Die Zeit, das Angebot zu sichten, sollte man sich ruhig nehmen, denn das erspart es Ihnen, sich danach, wenn eine gute Wahl getroffen wurde, noch allzu intensiv um dieses Fundament Ihres Depots kümmern zu müssen. Hier stellen wir Ihnen die von uns aktuell in die Top 5-Liste aufgenommenen ETFs ein wenig genauer vor. Zuvor noch zu einem Aspekt, auf den man grundsätzlich bei der Auswahl eines ETF achten sollte:

Physisch oder synthetisch: Wie werden die Blue Chips vom ETF nachgebildet?

Grundsätzlich haben Sie die Wahl zwischen synthetisch und physisch replizierenden ETFs. Synthetisch replizierende ETFs bilden die Basis, also hier den jeweiligen Korb aus Blue Chip-Aktien, über Derivate nach. Das ist immer mit einem höheren Risiko behaftet. Ein physisch replizierender ETF hingegen kauft die im ETF enthaltenen Aktien tatsächlich, das ist die sicherere Variante.

iShares Dow Jones Global Titans 50 ETF

Der iShares Dow Jones Global Titans 50 ETF (ISIN: DE0006289382 – Symbol: EXI2 – Währung: EUR) bildet den von Dow Jones gebildeten Titans-Index mit den 50 nach Marktkapitalisierung größten Aktien der Welt nach. Diese Aktien sind zwar grundsätzlich über die gesamte Welt verteilt, aber insgesamt stellen US-Unternehmen die mit Abstand größte Gruppe, was letztlich auch die unverändert dominante Rolle der USA als Wirtschaftsmacht widerspiegelt.

Deka MSCI USA Large Cap UCITS ETF

Der Deka MSCI USA Large Cap UCITS ETF (ISIN: DE000ETFL094 – Symbol: EL4I – Währung: USD) ist ein ETF, der in US-Aktien mit besonders hoher Marktkapitalisierung investiert. Das heißt, dass sich dieser ETF nicht auf den „typischen“ Blue Chip-Index Dow Jones beschränkt, sondern auch in große Unternehmen z.B. aus dem Technologiesektor investieren kann, die an der US-Börse Nasdaq gehandelt werden. Der Vergleichschart zum DAX über fünf Jahre unterstreicht, dass diese Ausrichtung in den letzten Jahren äußerst erfolgreich war.

Die Basiswährung des ETF ist, da dieser in den USA investiert, zwar der US-Dollar, das Papier ist aber an den deutschen Börsen problemlos in Euro handelbar, was auch für alle anderen hier vorgestellten Blue Chip ETFs gilt.
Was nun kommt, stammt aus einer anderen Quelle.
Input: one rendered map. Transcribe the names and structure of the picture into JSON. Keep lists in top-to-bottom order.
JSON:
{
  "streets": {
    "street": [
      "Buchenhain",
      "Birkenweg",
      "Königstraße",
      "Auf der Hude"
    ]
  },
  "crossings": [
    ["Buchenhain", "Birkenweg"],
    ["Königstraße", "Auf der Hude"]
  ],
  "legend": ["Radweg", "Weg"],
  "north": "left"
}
UBS ETF Euro Stoxx 50 UCITS ETF (EUR) A

Der UBS ETF Euro Stoxx 50 (ISIN: LU0136234068 – Symbol: E50EUAEU – Währung: EUR) investiert in den Euro Stoxx 50 und damit in die 50 wichtigsten Blue Chips der Eurozone. In den letzten fünf Jahren konnte der ETF nicht mit dem DAX mithalten, was unterstreicht, dass man auch Investments in die ganz Großen des Aktienmarkts überlegt angehen und sein Kapital streuen, d.h. auf mehrere Märkte verteilen sollte. Grundsätzlich sollte man aber auf den Bereich Europa im Depot keinesfalls ganz verzichten, zumal man hier im Gegensatz zu Investments in Asien oder den USA kein Währungsrisiko hat.

iShares China Large Cap UCITS ETF

Der iShares China Large Cap UCITS ETF (ISIN: IE00B02KXK85 – Symbol: FXC – Währung: USD) investiert in chinesische Blue Chips, speziell in die Aktien der größten chinesischen Unternehmen, die an der frei zugänglichen und sehr liquiden Börse in Hongkong notiert sind. Chinesische Blue Chips werden sinnigerweise von den Tradern auch „Red Chips“ genannt.
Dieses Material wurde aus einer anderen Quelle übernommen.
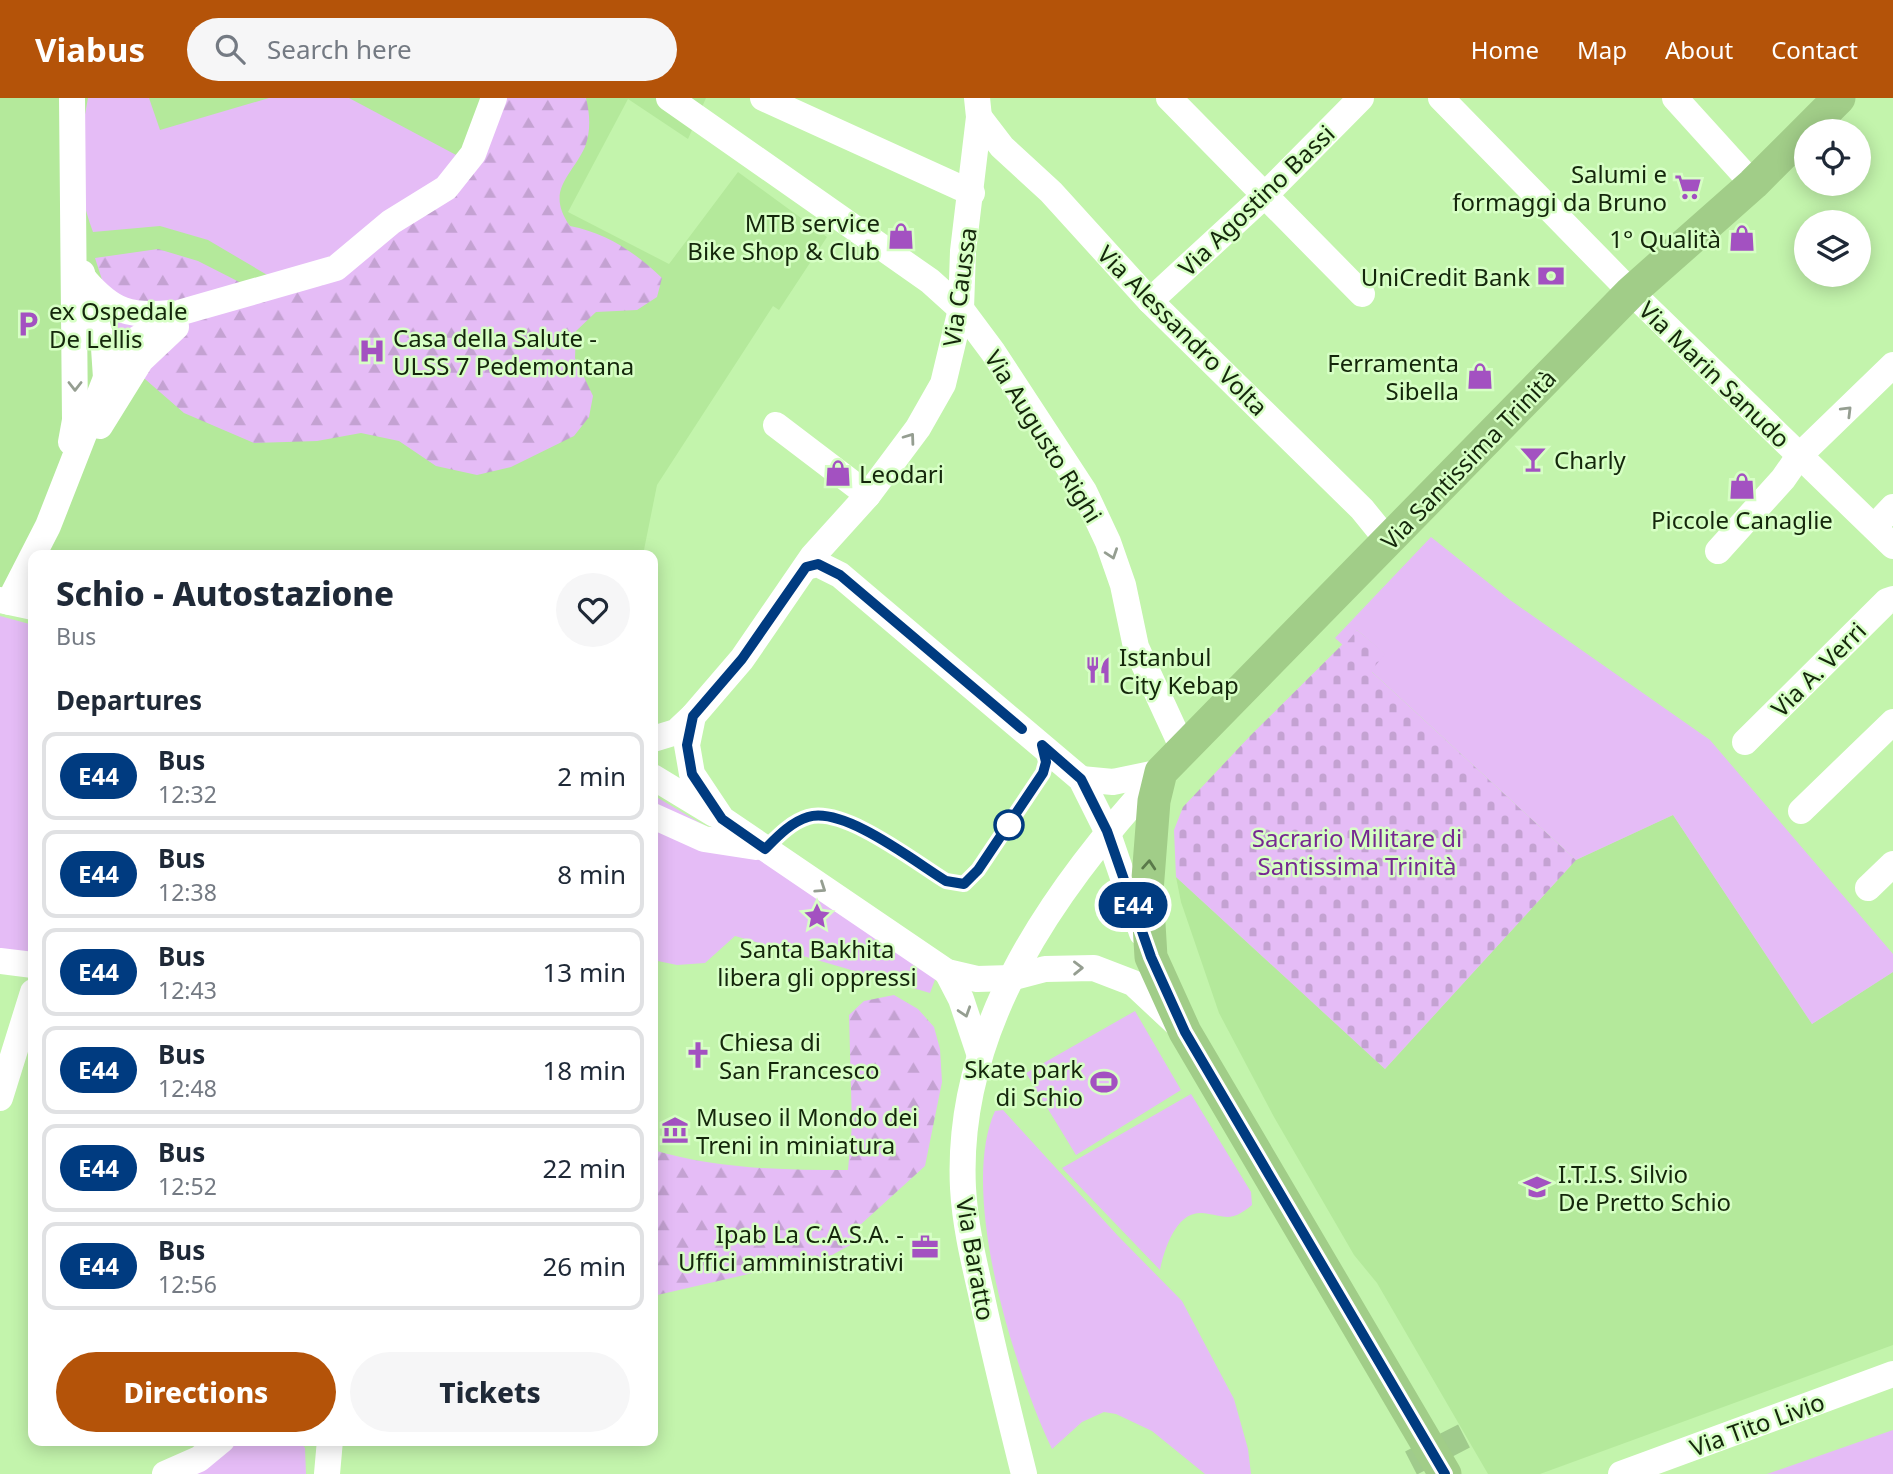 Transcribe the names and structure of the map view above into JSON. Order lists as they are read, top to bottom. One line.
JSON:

2019 drückte der Handelskrieg mit den USA den chinesischen Aktienmarkt, 2020 sind es die Virus-Pandemie und die daraus entstandene, weltweite Rezession. Aber Sie sehen an diesem ebenso wie alle Beispielcharts über fünf Jahre währenden Vergleichschart zum DAX, dass die „Red Chips“ zwar nicht so stark wieder nach oben gelaufen sind wie der DAX, sich Anfang des Jahres aber besser gehalten haben, was von einer gewissen Robustheit zeugt. Einen moderaten Anteil des Kapitals über einen ETF in China zu investieren, ist also etwas, das man in jedem Fall überlegen sollte.

Deka MSCI Japan Large Cap UCITS ETF

Der japanische Aktienmarkt war über viele Jahrzehnte einer der spannendsten Investmentziele der Investoren. Doch seit China seinen Markt geöffnet hat, wirken die „Red Chips“ für viele noch exotischer und damit spannender. Aber es geht in erster Linie darum, Gewinne zu erzielen; das Element der Spannung sollte, wenn es um mittel- und langfristige Investments geht, keine Rolle spielen. Und der Chart, der den Deka MSCI Japan Large Cap UCITS ETF (ISIN: DE000ETFL102 – Symbol: EL4J – Währung: JPY) mit dem DAX vergleicht, macht deutlich, dass die japanischen Blue Chips allemal einen Blick wert sind, auch, wenn sie kurzfristig nicht ganz mit dem DAX mithalten können.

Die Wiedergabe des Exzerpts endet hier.